— WORK ITEM —
For the entries presented below, indicate the number of lines that include the word "arrive", adding nothing else.

— Data excerpts —
--- START ---

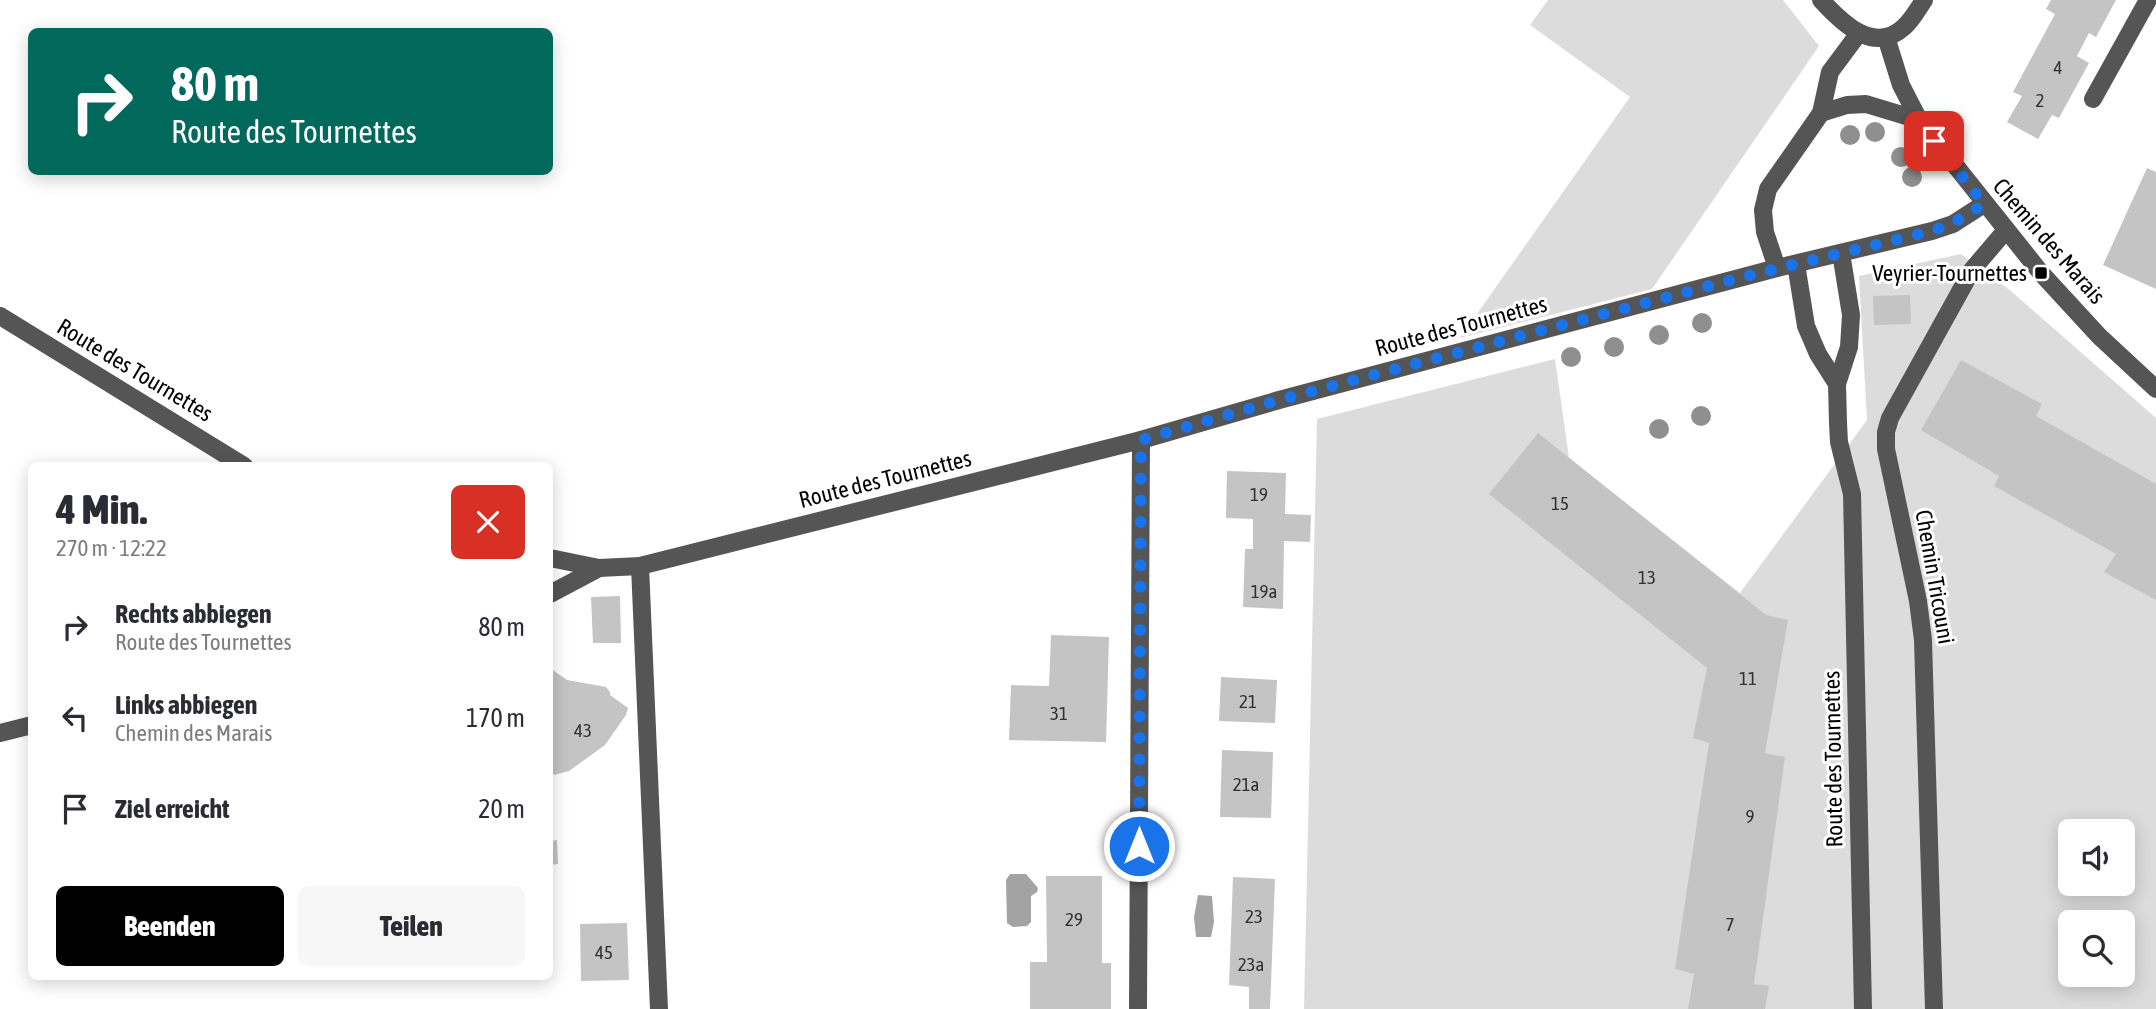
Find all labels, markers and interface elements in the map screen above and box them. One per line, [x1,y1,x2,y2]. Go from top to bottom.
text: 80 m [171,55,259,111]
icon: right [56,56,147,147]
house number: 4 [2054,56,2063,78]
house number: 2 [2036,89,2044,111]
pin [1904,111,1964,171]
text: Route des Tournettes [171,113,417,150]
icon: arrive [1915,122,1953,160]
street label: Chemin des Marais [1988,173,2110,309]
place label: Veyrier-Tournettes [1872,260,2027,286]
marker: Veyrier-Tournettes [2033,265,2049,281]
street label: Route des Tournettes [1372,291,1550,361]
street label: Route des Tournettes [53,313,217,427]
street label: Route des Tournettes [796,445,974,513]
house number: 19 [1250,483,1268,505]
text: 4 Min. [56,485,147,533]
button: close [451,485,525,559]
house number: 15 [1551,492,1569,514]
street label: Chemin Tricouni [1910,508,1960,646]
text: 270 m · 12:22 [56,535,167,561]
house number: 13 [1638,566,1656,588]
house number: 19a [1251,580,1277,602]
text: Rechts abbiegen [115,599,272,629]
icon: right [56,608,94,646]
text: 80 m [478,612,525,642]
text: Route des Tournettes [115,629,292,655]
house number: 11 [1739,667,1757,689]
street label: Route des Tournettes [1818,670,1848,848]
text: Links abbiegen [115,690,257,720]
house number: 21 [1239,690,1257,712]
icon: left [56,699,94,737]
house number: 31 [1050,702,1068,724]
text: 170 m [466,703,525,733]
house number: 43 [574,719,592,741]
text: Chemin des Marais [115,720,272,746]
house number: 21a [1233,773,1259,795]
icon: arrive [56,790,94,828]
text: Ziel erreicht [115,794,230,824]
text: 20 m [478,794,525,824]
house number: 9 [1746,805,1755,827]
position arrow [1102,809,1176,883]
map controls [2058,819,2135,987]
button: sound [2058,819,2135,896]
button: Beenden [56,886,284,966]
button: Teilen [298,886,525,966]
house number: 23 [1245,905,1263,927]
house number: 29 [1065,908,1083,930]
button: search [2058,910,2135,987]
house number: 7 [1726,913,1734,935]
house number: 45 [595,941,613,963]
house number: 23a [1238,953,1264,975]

--- END ---

— EXERCISE RESULT —
2